The ceremony leaders were most kind and lenient with us and let us leave the lodge in between rounds. I was able to grab my tee-shirt to towel myself with back inside the lodge -- which made it just barely bearable. My body was drenched in sweat and straining to exude just a little bit more liquid through each and every pore. I was really suffering and in quite some torment. It reacquired a sincere effort of will on my part to hold out to the end.
By the time of the second round, I had given up all my noble ideas of not saying anything unless the spirit moved me -- no, I wasn't going to say anything even if the spirit did move me! Each "inspired" word would only lengthen my misery. When the word and the talking stick was passed to me -- I just gasped "aho!" and passed it on...
And yet it was not like in church when you have a droning preacher whom you would gladly do something physical to, to get him to stop. I heard the words and I didn't hear the words. There were things happening to me I cannot put into words.
Not visions mind you -- just deep, wordless understandings.
If such understanding can be allowed to infuse daily life -- I guess that is spirituality.It was so beautiful when we left the lodge. It was a late summer evening, quiet with a touch of the new day dawning. We cooled off in the lake. How wonderful it was.
Then a boy came running to tell us there had been an accident!

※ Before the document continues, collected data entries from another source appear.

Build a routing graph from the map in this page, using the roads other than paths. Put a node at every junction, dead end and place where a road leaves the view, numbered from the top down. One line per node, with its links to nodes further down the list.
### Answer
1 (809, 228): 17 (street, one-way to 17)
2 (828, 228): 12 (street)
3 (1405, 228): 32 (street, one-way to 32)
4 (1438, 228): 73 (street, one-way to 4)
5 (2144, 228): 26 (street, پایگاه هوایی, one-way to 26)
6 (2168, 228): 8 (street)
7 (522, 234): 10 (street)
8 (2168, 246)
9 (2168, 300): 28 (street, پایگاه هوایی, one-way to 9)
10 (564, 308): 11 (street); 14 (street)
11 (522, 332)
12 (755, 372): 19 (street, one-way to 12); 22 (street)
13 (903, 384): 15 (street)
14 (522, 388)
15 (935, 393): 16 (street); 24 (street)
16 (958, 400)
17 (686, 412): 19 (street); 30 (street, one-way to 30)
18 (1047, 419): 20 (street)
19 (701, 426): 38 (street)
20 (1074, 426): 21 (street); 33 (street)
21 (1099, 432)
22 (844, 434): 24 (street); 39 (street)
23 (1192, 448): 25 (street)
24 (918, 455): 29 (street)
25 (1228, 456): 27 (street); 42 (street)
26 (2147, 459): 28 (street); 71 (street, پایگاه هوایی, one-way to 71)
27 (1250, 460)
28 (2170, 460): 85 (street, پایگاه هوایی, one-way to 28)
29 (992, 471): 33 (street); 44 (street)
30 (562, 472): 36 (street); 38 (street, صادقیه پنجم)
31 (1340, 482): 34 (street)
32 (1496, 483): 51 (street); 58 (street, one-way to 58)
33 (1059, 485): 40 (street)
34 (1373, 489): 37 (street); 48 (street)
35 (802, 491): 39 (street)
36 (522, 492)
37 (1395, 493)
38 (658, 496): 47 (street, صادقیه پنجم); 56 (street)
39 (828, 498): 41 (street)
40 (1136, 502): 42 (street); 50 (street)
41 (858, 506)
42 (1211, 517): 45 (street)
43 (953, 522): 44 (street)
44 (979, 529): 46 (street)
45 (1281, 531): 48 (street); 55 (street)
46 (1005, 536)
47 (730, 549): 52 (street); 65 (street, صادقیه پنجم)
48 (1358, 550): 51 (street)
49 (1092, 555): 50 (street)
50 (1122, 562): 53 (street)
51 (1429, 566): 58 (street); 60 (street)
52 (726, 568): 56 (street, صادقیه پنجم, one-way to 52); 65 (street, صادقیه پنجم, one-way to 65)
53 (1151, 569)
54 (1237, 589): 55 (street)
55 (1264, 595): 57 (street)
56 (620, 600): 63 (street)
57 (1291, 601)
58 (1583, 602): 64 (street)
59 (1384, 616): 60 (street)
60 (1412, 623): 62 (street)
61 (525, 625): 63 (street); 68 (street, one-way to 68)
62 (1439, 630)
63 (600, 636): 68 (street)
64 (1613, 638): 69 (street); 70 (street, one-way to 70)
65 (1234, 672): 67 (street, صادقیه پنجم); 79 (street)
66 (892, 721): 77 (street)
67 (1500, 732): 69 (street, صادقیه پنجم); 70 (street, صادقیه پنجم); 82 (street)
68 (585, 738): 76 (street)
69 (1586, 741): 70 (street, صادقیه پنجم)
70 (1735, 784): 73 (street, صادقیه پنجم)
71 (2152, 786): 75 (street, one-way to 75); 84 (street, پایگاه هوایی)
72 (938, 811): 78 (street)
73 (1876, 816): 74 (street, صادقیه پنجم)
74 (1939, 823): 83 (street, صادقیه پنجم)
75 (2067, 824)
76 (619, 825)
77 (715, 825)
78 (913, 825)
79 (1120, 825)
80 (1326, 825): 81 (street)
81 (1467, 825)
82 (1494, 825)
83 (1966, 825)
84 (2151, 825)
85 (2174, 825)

What had happened is that one of those who had been outside the lodge, drawing water and drumming for us, had forgotten to put down the handle of the pump and, in the dark, one of our group had walked right into the handle, getting a whack right on the bridge of her nose.
Fortunately, it was no worse than a bruise and passing pain -- nothing was broken.
I mention this incident, because, at the moment we were told of Pam's mishap, coyotes in the distance began their distinctive song. I assumed they were dogs that sounded like coyote, but was later informed that there are indeed coyote in Michigan.
The significance here is that Coyote is the trickster whose duty it is to keep us awake -- his tricks can be painful, but are meant for our own good
The lesson: whatever happens, be attentive as you walk the sacred path of life.